Everything You Need To Know About Softball Umpire Gear

Baseball and softball are excellent sports for new officials to learn about. An amateur game’s field crew generally has a simple job: call fair or foul, safe or out. Understanding the rules and physics of the plate is more complex.

To begin, baseball and softball need a substantial amount of softball umpire gear to start. You’ll need it all for safety reasons, so don’t attempt to save money here.

So let us look in detail at the gear required to get started as a softball umpire:


A Short-Brimmed Black Hat

Caps, not hats, are what umpires refer to them as. Short-brimmed hats like this one may be worn both in and out of the batter’s box. You don’t have to purchase two hats!

A Black Umpire Shirt Or A Blue Umpire Shirt

This softball umpire gear is nearly as nearly to industry standard as you can. If you go to any sporting event, no one will bat an eye if you wear black or blue. There are a few clauses why you should have them both. For starters, you never know when you’ll need one while the other is still in the washer. 

As a second reason, you may need to change into a new shirt after working the first game of a double-header in the summers, and finally, having both of your team’s shirts on hand before a game is a brilliant idea since you should always match your teammate’s shirt color.

Optional: A Powder Blue Short-Sleeved Umpire Tee

For hot summer days, several umpires advocate getting this one; nevertheless, I’ll leave that decision up to you!

Optional: Umpire Pullover Jacket With Long Sleeves.

Even if you like the cold, you may want to consider buying one of them if you reside in a colder region.

Slacks In Charcoal/Grey With A Black Belt

In other words, these are the trousers you’ll wear the most often. They go well with my black, navy, or powder blue shirts.

Knee High Black Socks

Since umpires are standing the whole time, they prefer compression socks, but anything that covers your knees would do. If your jeans ride up, the officiating community thinks it’s bad form to display flesh around your calf and ankle.


Clicker/Indicator Balls & Strikes

As a result, umpires have developed indicators as a part of softball umpire gear to keep track of the score.
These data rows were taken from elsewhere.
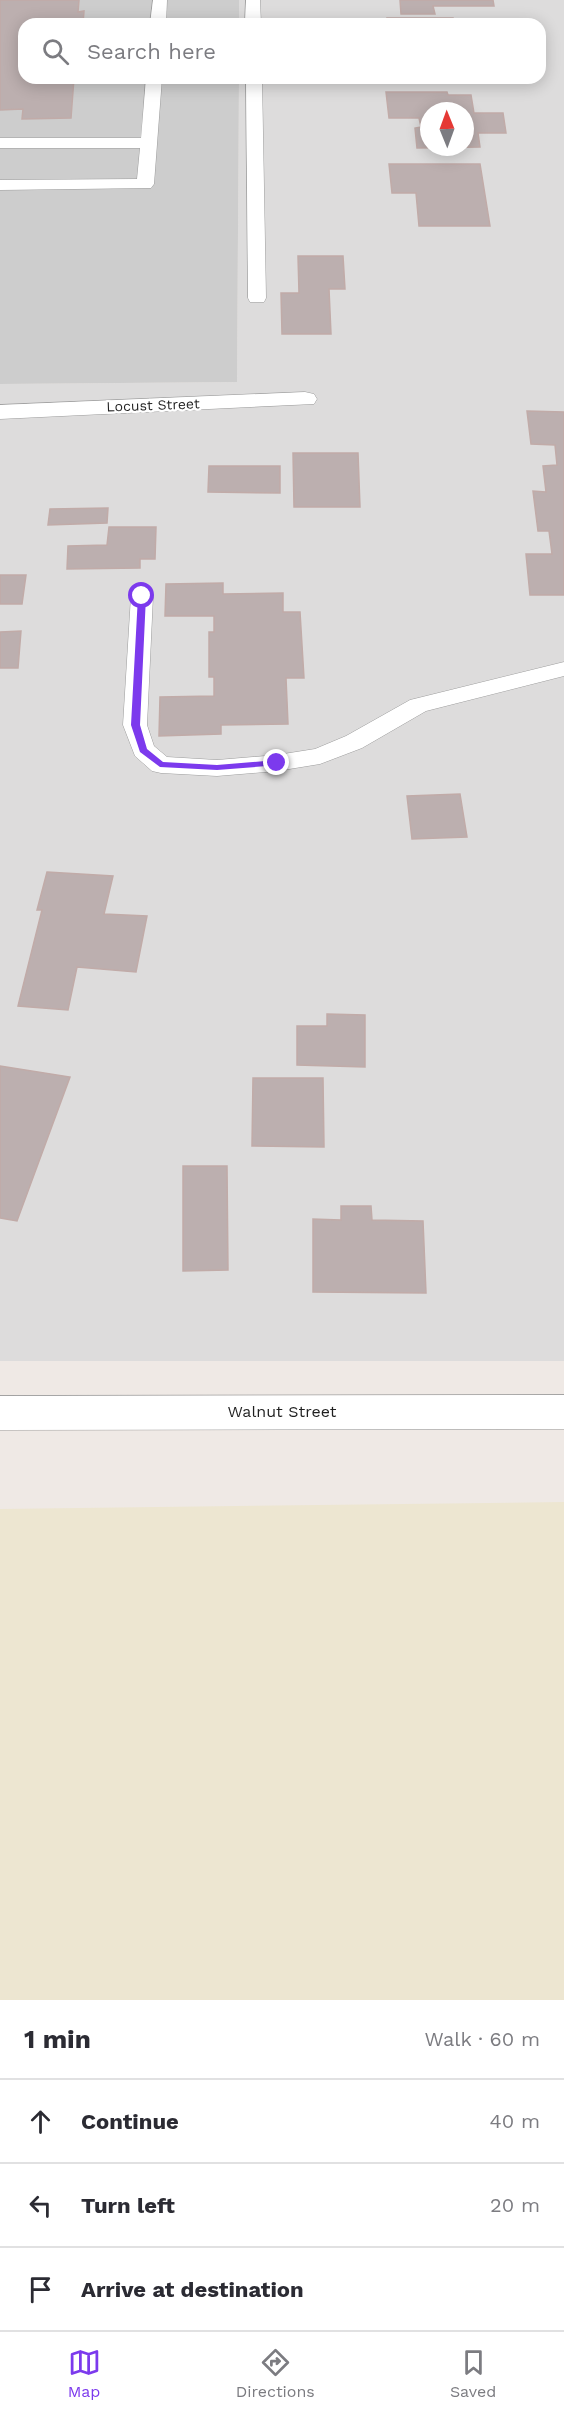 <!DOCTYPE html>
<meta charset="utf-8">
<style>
:root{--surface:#fff;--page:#f2f2f3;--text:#2b2b33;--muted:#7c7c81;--line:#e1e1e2;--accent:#7c3aed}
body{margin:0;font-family:"Work Sans",sans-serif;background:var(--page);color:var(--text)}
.compass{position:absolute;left:420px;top:102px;width:54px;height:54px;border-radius:50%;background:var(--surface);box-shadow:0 3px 15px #0003;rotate:359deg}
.stop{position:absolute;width:18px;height:18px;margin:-14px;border:4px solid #7c3aed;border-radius:50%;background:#fff}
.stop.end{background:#7c3aed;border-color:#fff;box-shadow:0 2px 6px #0008}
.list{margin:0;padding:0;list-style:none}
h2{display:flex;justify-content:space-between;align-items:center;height:78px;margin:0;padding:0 24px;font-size:26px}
h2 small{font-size:20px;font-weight:400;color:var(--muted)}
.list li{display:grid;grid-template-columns:39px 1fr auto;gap:18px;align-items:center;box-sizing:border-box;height:84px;padding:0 24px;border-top:2px solid var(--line)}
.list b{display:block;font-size:22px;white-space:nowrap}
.list em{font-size:20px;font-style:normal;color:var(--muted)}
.icon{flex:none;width:33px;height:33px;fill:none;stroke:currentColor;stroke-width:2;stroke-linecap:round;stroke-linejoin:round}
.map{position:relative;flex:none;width:564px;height:2000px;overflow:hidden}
.search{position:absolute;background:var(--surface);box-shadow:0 3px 15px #0003;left:18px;right:18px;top:18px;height:66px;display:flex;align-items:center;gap:15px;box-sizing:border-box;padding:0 21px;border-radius:18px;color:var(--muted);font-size:22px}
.sheet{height:330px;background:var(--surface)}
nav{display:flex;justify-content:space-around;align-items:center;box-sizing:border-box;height:84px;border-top:2px solid var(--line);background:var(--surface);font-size:16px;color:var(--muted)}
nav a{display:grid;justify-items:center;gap:3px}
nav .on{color:var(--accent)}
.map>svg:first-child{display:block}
</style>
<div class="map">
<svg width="564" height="2000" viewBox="0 0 564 2000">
<rect width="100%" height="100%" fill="#efe9e5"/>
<path fill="#dddcdc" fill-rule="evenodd" d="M239 0H564V1361H0V384L237 382 239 78H540V24H239ZM429 111H465V147H429Z"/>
<path fill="#cdcdcd" d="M0 0H239V24H24V78H239L237 382 0 384Z"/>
<path fill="#ede6d1" d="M564 1502V2000H0V1509Z"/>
<path fill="#bcafaf" stroke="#c1aba8" stroke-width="1.5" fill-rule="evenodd" d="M0 0H79L78 12 84 11 83 24H24V78H74L71 118 22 119 23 109 0 110Z
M400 0H493L494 6H433L435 14H401Z
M387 18H453V24H388Z
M278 78H326V82L278 83Z
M386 92H447L448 95H471L474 113H503L506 133H478L480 147 417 148 415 128 421 127 419 118H389ZM429 111H465V147H429Z
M389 164H480L490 226H419L416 193H392Z
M298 256H343L345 289H329L331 334H282L281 293H299Z
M527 411 564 412V595H530L526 554H552L549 531H538L533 491 546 492 543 466 557 465 555 445 531 444Z
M293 453H358L360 507H294Z
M209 466H280V493L208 492Z
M108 508 107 523 48 525 50 509Z
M109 527H156L155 559H140V568L67 569 68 546 107 545Z
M0 575H26L22 604H0Z
M223 583V594L283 593V612H300L304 678H286L288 724 221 725V734L159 736 160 697 214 696V677H209V632H214V616H165L166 584Z
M21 631 18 668H0V632Z
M460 794 467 837 412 839 407 796Z
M47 872 113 876 104 914 147 916 136 972 77 967 68 1010 18 1006 42 910H37Z
M327 1014 365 1015V1067L297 1065V1026H327Z
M0 1066 70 1077 17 1221 0 1218Z
M253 1078H323L324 1147 252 1146Z
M183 1166H227L228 1270 183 1271Z
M341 1206H371L372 1220 423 1221 426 1293 313 1292V1219L341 1220Z"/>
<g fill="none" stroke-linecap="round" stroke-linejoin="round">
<defs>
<path id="service" d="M153 0H167L166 24H150Z
M246 0H260L261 24H245Z
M146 78H162L154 184 151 188 0 190V180L137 179 140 148H0V138H141Z
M246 78H262L266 298 264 302H250L248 298Z
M142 589 150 591 153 596 147 725 154 746 167 757 217 760 277 755 315 749 346 736 410 700 564 662V676L426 711 362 748 320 764 277 771 217 776 161 773 152 771 135 756 123 725 131 596 134 591Z"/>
<path id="minor" d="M305 392 314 394 317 399 314 404 0 419V405Z
M564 1395V1429L0 1430V1396Z"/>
</defs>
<use href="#service" stroke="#9c9c9c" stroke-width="1"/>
<use href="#minor" stroke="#9c9c9c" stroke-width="1"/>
<use href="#service" fill="#fff" fill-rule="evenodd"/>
<use href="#minor" fill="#fff" fill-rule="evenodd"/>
</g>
<path fill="#7c3aed" d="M142 593 146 596 140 725 147 749 163 762 217 765 277 760 280 761V765L217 770 160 767 140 752 131 725 138 596Z"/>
<g text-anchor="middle" stroke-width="4.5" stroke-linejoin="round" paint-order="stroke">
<g font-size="14" fill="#1f1f1f" stroke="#fff">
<text transform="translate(153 405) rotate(-2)" y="5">Locust Street</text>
</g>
<g font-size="16" fill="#1f1f1f" stroke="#fff">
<text x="282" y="1417">Walnut Street</text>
</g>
</g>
</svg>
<svg class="compass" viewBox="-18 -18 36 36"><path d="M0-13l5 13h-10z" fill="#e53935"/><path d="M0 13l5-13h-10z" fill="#7c7c81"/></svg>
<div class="stop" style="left:142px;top:596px"></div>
<div class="stop end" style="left:277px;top:763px"></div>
<div class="search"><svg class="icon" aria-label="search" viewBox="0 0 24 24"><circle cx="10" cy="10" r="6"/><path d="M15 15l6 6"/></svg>Search here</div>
</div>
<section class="sheet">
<h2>1 min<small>Walk · 60 m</small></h2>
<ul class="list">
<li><svg class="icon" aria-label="ahead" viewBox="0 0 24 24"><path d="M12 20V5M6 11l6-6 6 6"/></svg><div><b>Continue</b></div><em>40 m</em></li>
<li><svg class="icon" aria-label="left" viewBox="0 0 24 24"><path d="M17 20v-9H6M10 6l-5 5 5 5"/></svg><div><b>Turn left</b></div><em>20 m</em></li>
<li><svg class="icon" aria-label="arrive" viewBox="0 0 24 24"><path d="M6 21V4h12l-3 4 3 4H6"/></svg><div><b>Arrive at destination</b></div></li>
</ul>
</section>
<nav>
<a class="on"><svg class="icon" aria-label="map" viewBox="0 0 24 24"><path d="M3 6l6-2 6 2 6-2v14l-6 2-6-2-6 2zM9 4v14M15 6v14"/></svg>Map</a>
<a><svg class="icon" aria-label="directions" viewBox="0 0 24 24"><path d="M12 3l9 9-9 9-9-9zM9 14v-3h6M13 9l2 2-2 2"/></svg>Directions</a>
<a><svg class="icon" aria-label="saved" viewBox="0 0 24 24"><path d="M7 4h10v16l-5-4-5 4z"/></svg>Saved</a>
</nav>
The plastic ones are better for me since they don’t slip about in my hand like the metal ones. 

Plate Brushes

If the home plate is covered with dirt, you can’t see it. So you’ll need a hand-held brush to remove the sand and grime off the floor.

A Ball Bag Or Bags

This is a straightforward process. Balls, an indicator, and a brush must be stored together in a bag.

Chest Protector.

This is where things become complicated when making a purchase. Depending on your budget and the quality of games you’ll be umpiring, you may wish to invest in a particular softball umpire gear for chest protection. 
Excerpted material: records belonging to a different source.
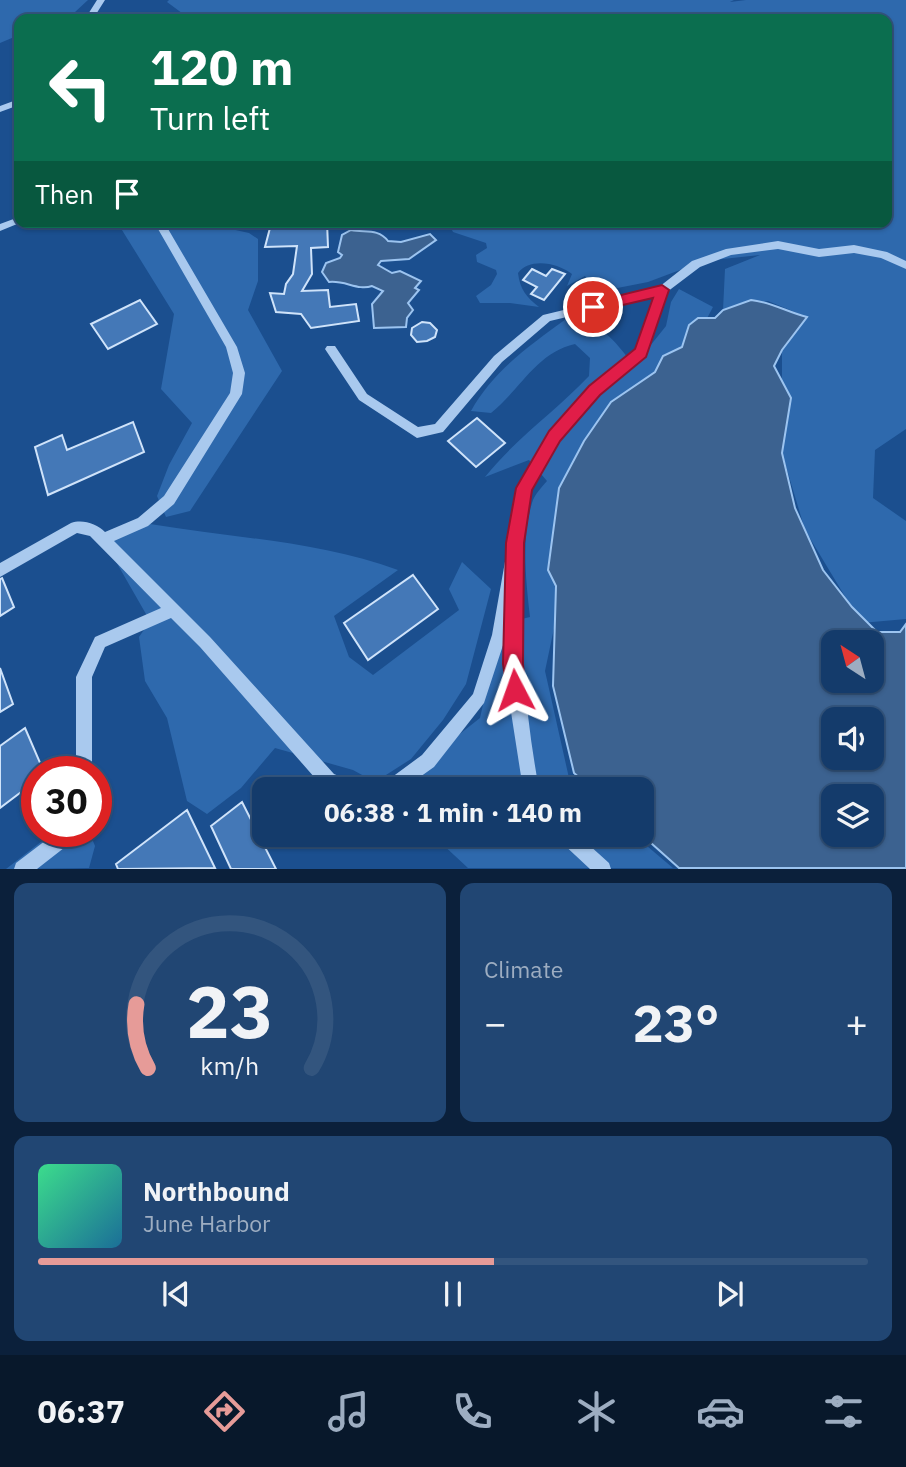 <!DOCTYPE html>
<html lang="en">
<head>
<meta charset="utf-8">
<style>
  :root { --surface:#143b6b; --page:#214673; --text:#f1f3f6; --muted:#9dadc1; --line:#33557e; --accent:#e69b98 }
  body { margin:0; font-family:"IBM Plex Sans",sans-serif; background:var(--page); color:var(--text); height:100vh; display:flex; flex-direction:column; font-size:26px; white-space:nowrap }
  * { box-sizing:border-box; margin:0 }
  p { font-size:23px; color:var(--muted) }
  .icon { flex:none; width:38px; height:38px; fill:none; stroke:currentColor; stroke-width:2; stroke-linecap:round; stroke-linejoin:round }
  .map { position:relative; height:869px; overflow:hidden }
  .details { display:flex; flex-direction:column; gap:14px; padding:14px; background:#0b203b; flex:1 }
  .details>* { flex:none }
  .top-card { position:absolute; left:14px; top:14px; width:878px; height:214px; border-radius:14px; box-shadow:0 2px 5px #0004,0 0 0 2px var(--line); background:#0b6e4f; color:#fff; overflow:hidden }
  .needle { width:46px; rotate:324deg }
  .tools { position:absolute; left:821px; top:630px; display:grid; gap:14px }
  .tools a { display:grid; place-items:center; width:63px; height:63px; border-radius:14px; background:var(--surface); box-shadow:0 2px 5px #0004,0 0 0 2px var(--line); font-size:35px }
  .speed { position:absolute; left:21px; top:756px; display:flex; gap:14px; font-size:35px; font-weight:700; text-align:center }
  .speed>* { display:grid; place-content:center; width:91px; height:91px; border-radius:50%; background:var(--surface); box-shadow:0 2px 5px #0004,0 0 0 2px var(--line); line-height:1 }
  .speed .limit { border:10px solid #d22; background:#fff; color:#111 }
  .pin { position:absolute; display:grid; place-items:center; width:60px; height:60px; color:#fff; margin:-30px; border:4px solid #fff; border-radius:50%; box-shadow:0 2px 7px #0007 }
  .me { position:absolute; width:77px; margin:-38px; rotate:356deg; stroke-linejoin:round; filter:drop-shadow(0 0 5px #0008) }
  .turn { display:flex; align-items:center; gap:24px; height:147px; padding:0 21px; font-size:32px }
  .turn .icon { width:91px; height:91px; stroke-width:2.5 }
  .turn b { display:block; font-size:49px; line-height:60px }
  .then { display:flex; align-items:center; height:66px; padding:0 21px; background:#0003; gap:14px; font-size:26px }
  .big { font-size:52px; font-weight:800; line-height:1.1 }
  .details .widget { flex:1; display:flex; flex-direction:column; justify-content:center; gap:10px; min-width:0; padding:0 24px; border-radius:14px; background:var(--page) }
  .details .dial { align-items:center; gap:0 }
  .dial svg { height:182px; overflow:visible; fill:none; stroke:var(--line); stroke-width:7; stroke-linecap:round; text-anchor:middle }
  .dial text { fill:var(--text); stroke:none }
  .song { display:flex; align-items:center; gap:21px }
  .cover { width:84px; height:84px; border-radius:10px; background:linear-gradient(135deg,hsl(150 70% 55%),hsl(200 70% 35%)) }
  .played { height:7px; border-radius:4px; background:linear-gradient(90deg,var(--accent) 55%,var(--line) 55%) }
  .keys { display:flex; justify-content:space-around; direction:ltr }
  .heat { display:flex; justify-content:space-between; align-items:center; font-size:38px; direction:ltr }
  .details .tiles { flex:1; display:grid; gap:14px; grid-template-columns:1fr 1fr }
  .widget:last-child { grid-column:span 2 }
  .trip { position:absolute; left:252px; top:777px; width:402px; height:70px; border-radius:14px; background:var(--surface); box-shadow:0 2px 5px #0004,0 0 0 2px var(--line); font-weight:800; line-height:70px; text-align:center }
  .menu { display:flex; height:112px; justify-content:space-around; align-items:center; background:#08182b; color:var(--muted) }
  .menu .icon { width:49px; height:49px }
  .menu .current { color:var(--accent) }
  .menu b { font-size:32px; color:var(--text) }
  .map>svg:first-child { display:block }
  .green { fill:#2e69ad }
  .water { fill:#3c6290; stroke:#9cc4f0; stroke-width:2; fill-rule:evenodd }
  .building { fill:#4478b7; stroke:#cfe3fa; stroke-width:2 }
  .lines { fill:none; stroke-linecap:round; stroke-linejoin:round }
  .minor { fill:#a9c9ee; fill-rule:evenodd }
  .route { fill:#e11d48; stroke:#92132f; stroke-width:2 }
</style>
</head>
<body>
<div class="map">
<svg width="906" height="869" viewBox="0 0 906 869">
  <rect width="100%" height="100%" fill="#1b4f8f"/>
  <!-- green -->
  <path class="green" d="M0,0h88l-13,12 5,2 -15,5h-46v16l-19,8z
    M169,0h565l-4,2 16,-2h160v429l-31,21 -2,48 33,23v98l-45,4 -56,-93 -23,-77v-103l25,-33 -39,-16 -45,9 2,-41 35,-14 -56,6 -56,21 -56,11 -7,-17 -18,10 5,-12c-14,-11 -42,-17 -54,-1 2,16 8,24 21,34l-29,-4h-30l-4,-7 15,-11 6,-11 -1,-4 -19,-8 -1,-7 11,-7 -1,-5 -33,-11 -5,-10h439v-203h-697l-23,-17z
    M117,222h111l3,7 18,4 9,6v42l-10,29 34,61 -92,140 -24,6 -9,-21 12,-31 23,-42 -31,-34 13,-75z
    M679,289l34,18 -152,288 -16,76 24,107 13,11h-192l90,-71 21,-94 29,-7c-4,-36 -9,-78 2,-114 2,-8 10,-16 15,-22l-18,-21 -44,17c30,-38 71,-66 104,-101l1,-18 -15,-14c-38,8 -55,46 -84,69l-20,-2c22,-40 58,-65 95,-92 37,5 46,18 68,47l32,-40 5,-24z
    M150,524c83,14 169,17 248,46l-64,46 15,41 24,18 86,-65 -10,-21 13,-27 29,27 -25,95 -23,36 -32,39 -36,23 -22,-12 -78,-22 -34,40 -34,26 -20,-13 -20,-83 -22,-37 -6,-44 11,-16 -47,-82z
    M55,831h34l6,15 -6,22 -83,1z
    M429,835h205l39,33h-205l-28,-26z"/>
  <!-- water -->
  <path class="water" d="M351,230c14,3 27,-2 37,11l13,1 29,-8 6,6 -27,19 -28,2 -3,4 14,8 8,-2 21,10 -6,7 4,2 -11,13 5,7 -6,8 -1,9 -32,1 -2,-24 11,-13 -11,-5c-14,5 -27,-6 -43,-4l-7,-10 4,-9 14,-5 2,-3 -4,-3 4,-17z
    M751,300c20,2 36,12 56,17l-25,33 -8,16 17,32 -9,55 13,55 28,62 29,37 25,25h23l6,-8v244h-227l-37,-33v-46h-50l-18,-16 -21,-87 3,-100 -8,-16 11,-82 25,-47 27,-39 44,-30 8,-16 19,-9 7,-22 9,-7h17l8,-8zM833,642h39v39h-39zM833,719h39v39h-39zM833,796h39v39h-39z"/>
  <!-- building -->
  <path class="building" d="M289,222h38l1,25 -17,1 1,26 -10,17 26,-1 2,17 26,-3 3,17 -48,7 -10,-14 -25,-2 -6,-19 14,1 2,-10 7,-10 4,-28 -32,1 5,-19 17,-1z
    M532,269l14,7 6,-7 13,5 -21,26 -13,-6 6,-7 -14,-7z
    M140,300l17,24 -49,25 -17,-25z
    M422,322l8,1 7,7 -2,7 -8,4 -10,1 -6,-7 1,-7z
    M477,418l28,25 -29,24 -28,-26z
    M133,422l11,30 -96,43 -13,-48 27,-12 5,15z
    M413,575l25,34 -70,51 -24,-37z
    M2,578l12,29 -14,9v-37z
    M0,668l13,36 -13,8z
    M25,728l19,44h-7v8l-37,28v-62z
    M242,802l34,67h-45l-20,-43z
    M187,810l28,58 -97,1 -2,-5z"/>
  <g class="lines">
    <!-- minor -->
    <path class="minor" d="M97,0h8l-12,19h-8z
      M19,99v6l-19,7v-6z
      M19,217v5h3l-22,9v-7z
      M154,222h10l73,125 8,26 -3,21 -68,110 -26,22 -34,15 96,96 124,137 21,9 2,6h-27l-8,-3 -122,-139 -29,-29 -66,29 -13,30v95h-16v-95l19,-40 66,-29 -71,-72 -13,-3 -77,44v-14l71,-40c12,-4 26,1 34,9l33,-14 26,-22 66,-103 3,-20 -7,-26z
      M778,241l41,8 35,-4 33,7 19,9v8l-25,-11 -27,-5 -35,4 -41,-8 -47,6 -31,12 -33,25 -22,63 -47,38 -40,47 -28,49 -14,87 5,6c0,72 5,136 18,207h-16l-12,-77 -4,-79 -23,70 -50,64 -31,22h-21l2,-6 38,-28 51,-61 19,-59 26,-147 32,-56 40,-45 46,-38 19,-53 -105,25 -48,41 -59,70 -26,6 -58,-38 -34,-51 2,-3h8l32,48 51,33 17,-3 59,-68 49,-41 116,-28 33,-26 34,-12z
      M58,831h22l-2,6 -41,32h-23l2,-6z
      M558,835h20l31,28 2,6h-21l-30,-28z"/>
  </g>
  <!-- route -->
  <path class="route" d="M662,285l7,5 -23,67 -46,38 -40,46 -28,49 -8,53 -1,121 2,26 -3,7 -7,3 -7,-3 -5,-33 3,-121 10,-55 33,-57 40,-45 46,-37 18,-51 -60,14 -7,-5 2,-4z"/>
</svg>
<div class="tools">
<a><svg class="needle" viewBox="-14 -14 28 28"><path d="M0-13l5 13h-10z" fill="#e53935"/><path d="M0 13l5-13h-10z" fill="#9dadc1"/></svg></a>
<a><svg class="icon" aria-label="sound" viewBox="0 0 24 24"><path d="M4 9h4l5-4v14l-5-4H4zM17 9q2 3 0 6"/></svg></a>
<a><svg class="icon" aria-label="layers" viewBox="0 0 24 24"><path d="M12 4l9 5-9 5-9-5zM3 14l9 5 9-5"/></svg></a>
</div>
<div class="speed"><div class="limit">30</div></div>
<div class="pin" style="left:593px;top:307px;background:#d93025"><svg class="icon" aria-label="arrive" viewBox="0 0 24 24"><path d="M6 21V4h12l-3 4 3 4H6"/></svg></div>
<svg class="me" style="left:515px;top:690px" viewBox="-20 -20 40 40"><path d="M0-17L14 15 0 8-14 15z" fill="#e11d48" stroke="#fff" stroke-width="4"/></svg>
<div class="trip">06:38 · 1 min · 140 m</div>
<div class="top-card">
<div class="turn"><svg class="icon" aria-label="left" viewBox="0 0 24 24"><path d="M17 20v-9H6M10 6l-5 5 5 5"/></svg><div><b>120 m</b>Turn left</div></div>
<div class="then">Then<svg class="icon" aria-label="arrive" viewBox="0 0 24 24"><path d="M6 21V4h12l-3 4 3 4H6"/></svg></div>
</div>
</div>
<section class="details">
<div class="tiles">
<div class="widget dial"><svg viewBox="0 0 100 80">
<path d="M14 69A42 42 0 1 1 86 69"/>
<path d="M14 69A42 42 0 0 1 9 41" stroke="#e69b98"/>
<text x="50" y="56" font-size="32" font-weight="700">23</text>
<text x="50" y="72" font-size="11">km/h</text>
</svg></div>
<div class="widget"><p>Climate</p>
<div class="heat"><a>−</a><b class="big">23°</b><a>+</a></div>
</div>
<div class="widget">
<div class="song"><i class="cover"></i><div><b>Northbound</b><p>June Harbor</p></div></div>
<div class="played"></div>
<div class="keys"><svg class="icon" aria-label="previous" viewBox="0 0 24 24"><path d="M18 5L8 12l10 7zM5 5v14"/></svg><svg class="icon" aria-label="pause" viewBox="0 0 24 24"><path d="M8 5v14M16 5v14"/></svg><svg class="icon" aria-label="next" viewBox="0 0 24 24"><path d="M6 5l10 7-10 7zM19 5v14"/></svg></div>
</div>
</div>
</section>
<nav class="menu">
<b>06:37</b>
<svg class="icon current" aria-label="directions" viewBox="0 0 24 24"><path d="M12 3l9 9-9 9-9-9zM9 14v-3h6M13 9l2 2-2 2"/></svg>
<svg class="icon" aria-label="music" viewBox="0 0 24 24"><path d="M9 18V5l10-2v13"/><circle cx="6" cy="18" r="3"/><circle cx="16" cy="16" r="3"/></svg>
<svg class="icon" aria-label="phone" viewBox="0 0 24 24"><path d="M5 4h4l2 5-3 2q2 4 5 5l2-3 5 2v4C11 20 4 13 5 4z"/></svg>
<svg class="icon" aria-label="climate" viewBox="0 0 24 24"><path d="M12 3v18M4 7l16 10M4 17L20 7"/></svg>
<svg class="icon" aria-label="car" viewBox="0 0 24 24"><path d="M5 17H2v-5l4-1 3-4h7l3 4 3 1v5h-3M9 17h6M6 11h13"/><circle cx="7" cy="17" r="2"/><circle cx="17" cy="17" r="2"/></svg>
<svg class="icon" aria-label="filters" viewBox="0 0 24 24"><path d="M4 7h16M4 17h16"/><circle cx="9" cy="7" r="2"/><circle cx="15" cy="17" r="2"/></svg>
</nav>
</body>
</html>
If you’re working with a younger audience who won’t be throwing as hard, less expensive chest protection can be sufficient. A more expensive armor may be necessary if you’re going up against a pitcher who can throw.

The Wilson West Vest, developed by our friend and umpire advocate Joe West, is a good choice overall. The MLB umpire with the second-most games officiated may feel safe and secure wearing it.

Wearing a Mask or Helmet

Fielders choose masks over chest shields. Helmets and masks with various levels of protection are available. 

Protective Plate Shoes

These don’t earn you any style points, but the metal plates will protect your young piggies from nasty tips. You can probably ignore wearing them on the field and behind the plate.

Including the following is optional but highly recommended: They are called “Field Shoes.” Black cleats or sneakers are an option if you don’t want to wear heavy-plate shoes on the field.

Final Words

You need to know these things about softball umpire gear to get started as a softball umpire without any hassle. These are all the essential equipment that is mandatory for any new referee and are also used by sports veterans to ensure that they can do their umpiring without worrying about injuries and complications.